Neck
Neck Imaging Overview
Neck Imaging Modalities
CT and MRI have increased in use due to:
High-resolution imaging capabilities.
Sensitivity and reliability in disease process evaluation.
Imaging is essential in characterizing and staging neck pathology.
Important for assessing deep extensions of clinically detected masses and identifying unsuspected lesions.
Computed Tomography (CT) Technique
Initial Survey: Start with a general neck survey before focused protocols.
Scanning from the base of the skull to the clavicles.
Use 4-mm or 5-mm thick slices, with 2-mm slices for suspected laryngeal lesions.
Digital Lateral Scout Radiograph: Aids in planning CT studies, particularly in patients with dental amalgams.
Spiral CT: Rapidly replaces conventional dynamic CT, offers:
Fast scanning with diminished motion artifacts and better volumetric data for 3D reconstructions.
Enhanced angiographic capabilities.
Reduced contrast volume compared to conventional CT.
Scanning Protocols:
Typically uses 5-mm collimation and reconstruction intervals of 2-mm to 5-mm.
Selective photographic filming may be required due to numerous images produced.
Nonionic contrast is preferred, especially for at-risk groups including children and the elderly.
Magnetic Resonance Imaging (MRI) Technique
Approaches: Neck scans may utilize head coils or neck coils based on the targeted area.
Image Acquisition:
T1-weighted images: Useful for anatomical relationships; helps detect lesions near fat.
T2-weighted images: Characterizes tissue to differentiate tumors, assists in post-therapy evaluations.
Incorporate fat suppression techniques for enhanced sensitivity to soft tissue lesions.

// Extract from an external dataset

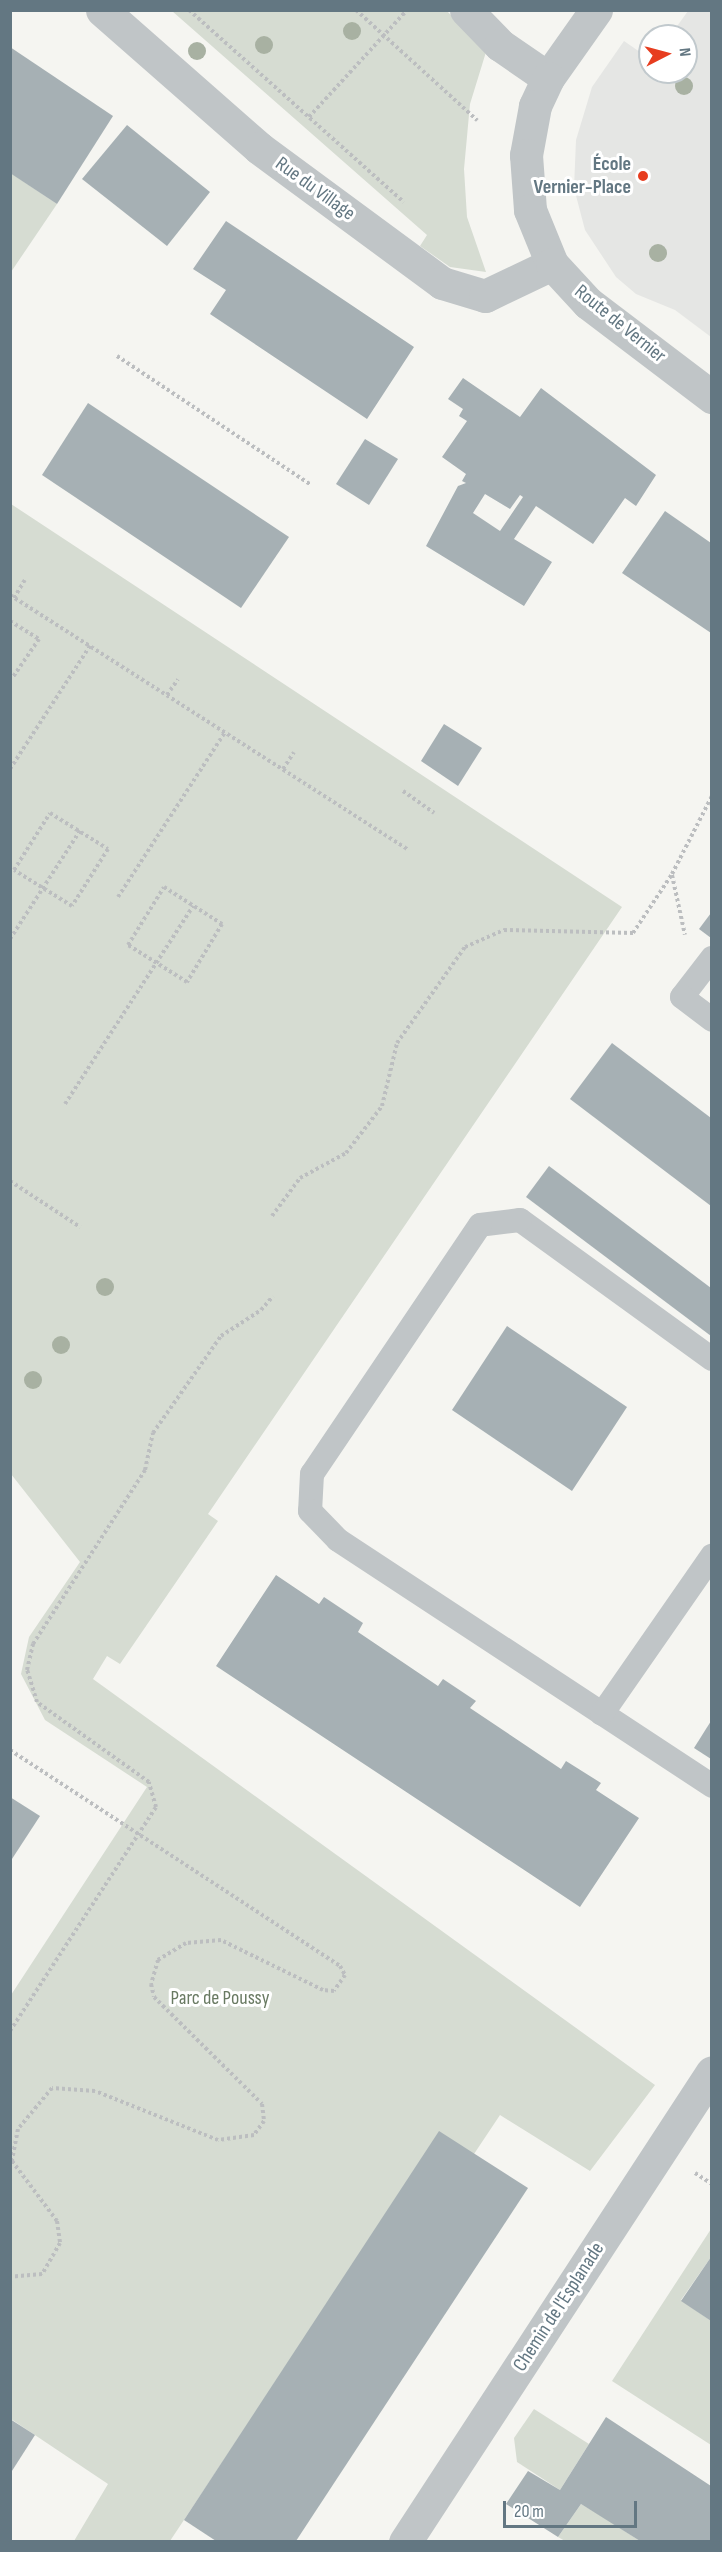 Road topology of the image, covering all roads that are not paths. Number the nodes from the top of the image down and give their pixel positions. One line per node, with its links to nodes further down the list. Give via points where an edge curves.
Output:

Advanced Techniques: Include 3D reconstructions and MR spectroscopy (MRS) for metabolic assessment of tissues.
Importance of Morphologic Characteristics
Cohesion and Adhesion in Water: Critical to understanding the properties of biological reactions and the nature of neck structures.
Imaging Characteristics of Various Neck Masses:
Use the anatomical relationships between structures for accurate diagnosis.
Acknowledge the role of CT and MRI in preoperative assessments for conditions like carcinomas and lymphomas.
Anatomy of the Neck
Cervical Spaces: The neck is separated into fascial compartments:
Superficial Invest-ing Layer
Visceral Layer
Deep Perivertebral Layer
Cervical Triangles: Major components include:
Anterior Triangle: Contains submandibular and submental triangles; critical in evaluation of pathologies.
Posterior Triangle: Important for structural analysis; includes the occipital and subclavian triangles.
Significant Structures: Include the larynx, trachea, esophagus, and important blood vessels.
Pathological Considerations
Tumors: Differentiate between benign and malignant based on imaging characteristics such as margins, contents, and specific enhancement patterns.
Cystic Lesions: Common differential diagnoses might include branchial cleft cysts, dermoids, and lymphatic malformations.
Essential to distinguish between inflammatory and neoplastic causes for effective treatment plans.
Characteristics like fluid signal intensity on MRI assist in diagnosis.
Lymphadenopathy: Imaging is crucial in assessing cervical node malignancies and guiding further management.
Infections: Recognizing signs of abscess formation vs. benign enlargement through imaging.
Posttreatment Evaluation
Challenges in Imaging: Postoperative neck studies must address tissue distortion and the presence of surgical artifacts.
Recognition of common complications such as fluid collections or necrosis within surgical sites.
Distinguish recurrent cancer from other tissue changes post-surgery.
Follow-up Protocols: Regular imaging is suggested, especially for patients at high risk for recurrence,
Monitor and adjust further treatment based on follow-up imaging results.